### EXERCISE PROMPT
From the first line of the material through the line that holds "display:flex; align-items:center; gap:8px;", repeat each line exactly and skip any picture.

### GIVEN DATA
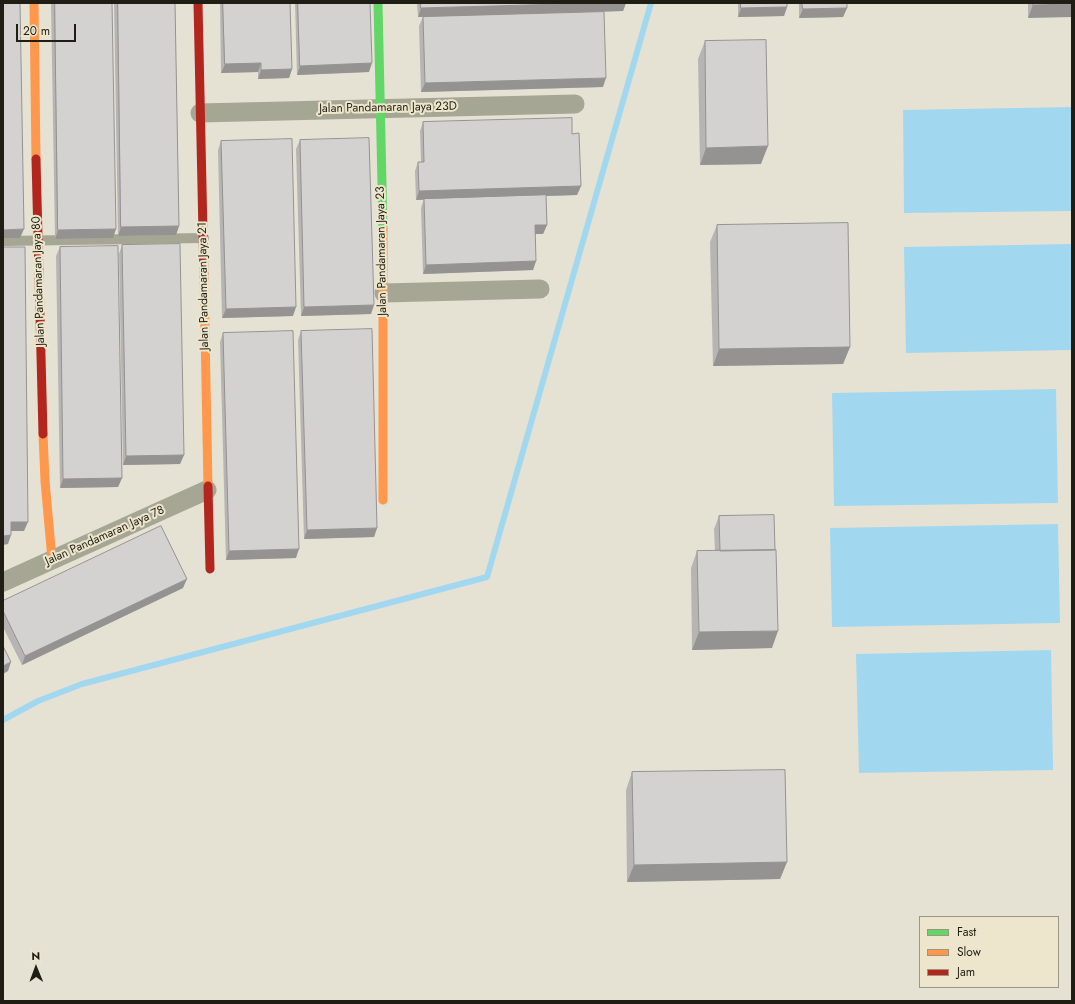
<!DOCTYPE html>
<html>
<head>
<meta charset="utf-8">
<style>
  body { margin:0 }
  #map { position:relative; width:1075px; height:1004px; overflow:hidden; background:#e5e2d4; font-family:Jost,sans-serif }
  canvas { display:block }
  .frame { position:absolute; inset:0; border:4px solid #201d14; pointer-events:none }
  .legend { position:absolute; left:919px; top:916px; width:140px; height:72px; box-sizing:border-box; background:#ede6cc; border:1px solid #9b9682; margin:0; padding:5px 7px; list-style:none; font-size:12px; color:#201d14 }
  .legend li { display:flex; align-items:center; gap:8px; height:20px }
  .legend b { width:20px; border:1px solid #9b9682 }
  .north { position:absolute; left:16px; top:948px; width:40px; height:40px; -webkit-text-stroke:3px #ede6cc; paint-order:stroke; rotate:359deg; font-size:11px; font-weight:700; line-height:16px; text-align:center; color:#201d14 }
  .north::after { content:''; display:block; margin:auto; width:14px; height:18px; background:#201d14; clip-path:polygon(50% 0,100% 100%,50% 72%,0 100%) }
  .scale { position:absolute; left:16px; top:24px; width:60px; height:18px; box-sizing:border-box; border:2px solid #201d14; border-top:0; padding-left:5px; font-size:12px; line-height:14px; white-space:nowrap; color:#201d14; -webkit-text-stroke:3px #ede6cc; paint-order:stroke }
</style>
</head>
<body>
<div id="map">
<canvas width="1075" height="1004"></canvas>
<div class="frame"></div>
<ul class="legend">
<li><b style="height:5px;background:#63d668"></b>Fast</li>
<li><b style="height:5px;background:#ff974d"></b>Slow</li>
<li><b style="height:5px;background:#b3261e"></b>Jam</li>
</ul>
<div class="north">N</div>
<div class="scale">20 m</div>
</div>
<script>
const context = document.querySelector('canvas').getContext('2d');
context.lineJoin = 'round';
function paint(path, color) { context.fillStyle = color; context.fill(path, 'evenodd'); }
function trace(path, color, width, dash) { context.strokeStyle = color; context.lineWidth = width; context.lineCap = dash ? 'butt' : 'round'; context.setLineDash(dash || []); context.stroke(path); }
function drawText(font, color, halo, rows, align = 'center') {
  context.font = font + ' Jost,sans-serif'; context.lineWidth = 4; context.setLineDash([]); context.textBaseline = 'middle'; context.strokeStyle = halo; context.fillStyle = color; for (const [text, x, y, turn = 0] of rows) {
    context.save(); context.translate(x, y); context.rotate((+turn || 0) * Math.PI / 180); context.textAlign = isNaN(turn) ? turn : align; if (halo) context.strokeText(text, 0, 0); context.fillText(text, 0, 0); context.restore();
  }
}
const water = new Path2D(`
  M 1072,107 L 1072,211 L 904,213 L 903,110 Z
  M 1072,244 L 1072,350 L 906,353 L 904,247 Z
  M 1056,389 L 1058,503 L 834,506 L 832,393 Z
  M 1058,524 L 1060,623 L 832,627 L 830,528 Z
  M 1051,650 L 1053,770 L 859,773 L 856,654 Z`);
const stream = new Path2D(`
  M 3,720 L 38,701 L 82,684 L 487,577 L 651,3`);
const lane = new Path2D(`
  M 3,241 L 204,238`);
const street = new Path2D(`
  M 200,113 L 575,104
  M 384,293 L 540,289
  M 3,582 L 207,490`);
const fast = new Path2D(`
  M 378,3 L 383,230`);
const slow = new Path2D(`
  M 34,3 L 36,159
  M 383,230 L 383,500
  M 204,279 L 208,486
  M 43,434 L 45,481 L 52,559`);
const jam = new Path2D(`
  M 198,3 L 204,279
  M 36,159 L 43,434
  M 208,486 L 210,569`);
const wall = new Path2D(`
  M 51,3 L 112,3 L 113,238 L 55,239 Z
  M 114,3 L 175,3 L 179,226 L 176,235 L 118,236 Z
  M 220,3 L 290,3 L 292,69 L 289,78 L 258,79 L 258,72 L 221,73 Z
  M 295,3 L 370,3 L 369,72 L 297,75 Z
  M 417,3 L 626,3 L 623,11 L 418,17 Z
  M 738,3 L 787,3 L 787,7 L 784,16 L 738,17 Z
  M 799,3 L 847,3 L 847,8 L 843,17 L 799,18 Z
  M 1028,3 L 1072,3 L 1028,18 Z
  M 423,17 L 603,87 L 421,92 L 419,26 Z
  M 705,41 L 761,164 L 700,165 L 698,59 Z
  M 423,122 L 572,134 L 581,186 L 577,195 L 546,196 L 547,225 L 543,234 L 535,234 L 536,261 L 533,270 L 423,274 L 421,208 L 424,199 L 416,200 L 415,171 L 418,162 L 421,162 L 420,131 Z
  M 300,140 L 371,314 L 301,316 L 296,149 Z
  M 221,141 L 293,316 L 222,318 L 218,150 Z
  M 717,225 L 850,347 L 843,364 L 713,366 L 710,242 Z
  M 122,245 L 184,455 L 180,464 L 123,465 L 119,254 Z
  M 60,247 L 122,478 L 118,487 L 60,488 L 56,256 Z
  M 301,331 L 377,528 L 374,537 L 304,539 L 298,340 Z
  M 223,333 L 296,558 L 226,560 L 220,342 Z
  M 719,516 L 772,648 L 692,650 L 691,568 L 697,551 L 715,551 L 714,529 Z
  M 183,588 L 22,665 L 3,627 L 3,601 Z
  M 632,772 L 787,862 L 780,879 L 627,882 L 626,790 Z`);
const shadedWall = new Path2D(`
  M 598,3 L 626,3 L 623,11 L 418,17 L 421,8 Z
  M 1072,4 L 1072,17 L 1028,18 L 1033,5 Z
  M 787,7 L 784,16 L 738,17 L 741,8 Z
  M 847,8 L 843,17 L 799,18 L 803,9 Z
  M 261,63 L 258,72 L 221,73 L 225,64 Z
  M 372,63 L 369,72 L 297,75 L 300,66 Z
  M 292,69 L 289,78 L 258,79 L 261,70 Z
  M 606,78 L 603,87 L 421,92 L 425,83 Z
  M 768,146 L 761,164 L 700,165 L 706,148 Z
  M 581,186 L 577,195 L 416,200 L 419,191 Z
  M 535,225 L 547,225 L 543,234 L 532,234 Z
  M 179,226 L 176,235 L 118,236 L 121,227 Z
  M 24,229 L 20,238 L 3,238 L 3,230 Z
  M 116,229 L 113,238 L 55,239 L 58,230 Z
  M 536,261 L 533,270 L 423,274 L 426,265 Z
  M 374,305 L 371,314 L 301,316 L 304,307 Z
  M 296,307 L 293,316 L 222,318 L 226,309 Z
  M 850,347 L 843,364 L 713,366 L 719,349 Z
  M 184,455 L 180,464 L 123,465 L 126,456 Z
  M 122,478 L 118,487 L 60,488 L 63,479 Z
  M 11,522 L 28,522 L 24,531 L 8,531 Z
  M 377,528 L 374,537 L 304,539 L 307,530 Z
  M 11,535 L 8,544 L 3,545 L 3,536 Z
  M 299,549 L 296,558 L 226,560 L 229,551 Z
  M 187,579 L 183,588 L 22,665 L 25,656 Z
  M 778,631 L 772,648 L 692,650 L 699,632 Z
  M 11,662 L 8,671 L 3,674 L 3,666 Z
  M 787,862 L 780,879 L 627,882 L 634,865 Z`);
const building = new Path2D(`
  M 3,3 L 20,3 L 24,229 L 3,230 Z
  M 55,3 L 112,3 L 116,229 L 58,230 Z
  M 118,3 L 175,3 L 179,226 L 121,227 Z
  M 223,3 L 290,3 L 292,69 L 261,70 L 261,63 L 225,64 Z
  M 298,3 L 370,3 L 372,63 L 300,66 Z
  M 421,3 L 598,3 L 421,8 Z
  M 741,3 L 787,3 L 787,7 L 741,8 Z
  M 802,3 L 847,3 L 847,8 L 803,9 Z
  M 1033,3 L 1072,3 L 1072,4 L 1033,5 Z
  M 604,12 L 606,78 L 425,83 L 423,17 Z
  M 766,40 L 768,146 L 706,148 L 705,41 Z
  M 572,118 L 572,134 L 579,133 L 581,186 L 419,191 L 418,162 L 424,162 L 423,122 Z
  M 369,138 L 374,305 L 304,307 L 300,140 Z
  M 292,139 L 296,307 L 226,309 L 221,141 Z
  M 546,195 L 547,225 L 535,225 L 536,261 L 426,265 L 424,199 Z
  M 848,223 L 850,347 L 719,349 L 717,225 Z
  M 180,244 L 184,455 L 126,456 L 122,245 Z
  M 118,246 L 122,478 L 63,479 L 60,247 Z
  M 3,247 L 25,247 L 28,522 L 11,522 L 11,535 L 3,536 Z
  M 372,329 L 377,528 L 307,530 L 301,331 Z
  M 293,331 L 299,549 L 229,551 L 223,333 Z
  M 774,515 L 775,550 L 720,551 L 719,516 Z
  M 161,526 L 187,579 L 25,656 L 3,611 L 3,601 Z
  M 776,550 L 778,631 L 699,632 L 697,551 Z
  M 3,646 L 11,662 L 3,666 Z
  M 785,770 L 787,862 L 634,865 L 632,772 Z`);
const streetNames = [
  ["Jalan Pandamaran Jaya 23D",388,108,-1],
  ["Jalan Pandamaran Jaya 23",382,251,-91],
  ["Jalan Pandamaran Jaya 80",39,281,-92],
  ["Jalan Pandamaran Jaya 21",204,286,-91],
  ["Jalan Pandamaran Jaya 78",105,536,-24]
];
paint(water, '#a2d8ef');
trace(stream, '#a2d8ef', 6);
trace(lane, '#a5a693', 10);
trace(street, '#a5a693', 19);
trace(fast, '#63d668', 9);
trace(slow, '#ff974d', 9);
trace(jam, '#b3261e', 9);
paint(wall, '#b6b5b4');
paint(shadedWall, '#949392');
paint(building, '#d4d2d1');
trace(building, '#949392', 1);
drawText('12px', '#201d14', '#ede6cc', streetNames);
</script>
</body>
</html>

### EXERCISE ANSWER
<!DOCTYPE html>
<html>
<head>
<meta charset="utf-8">
<style>
  body { margin:0 }
  #map { position:relative; width:1075px; height:1004px; overflow:hidden; background:#e5e2d4; font-family:Jost,sans-serif }
  canvas { display:block }
  .frame { position:absolute; inset:0; border:4px solid #201d14; pointer-events:none }
  .legend { position:absolute; left:919px; top:916px; width:140px; height:72px; box-sizing:border-box; background:#ede6cc; border:1px solid #9b9682; margin:0; padding:5px 7px; list-style:none; font-size:12px; color:#201d14 }
  .legend li { display:flex; align-items:center; gap:8px; height:20px }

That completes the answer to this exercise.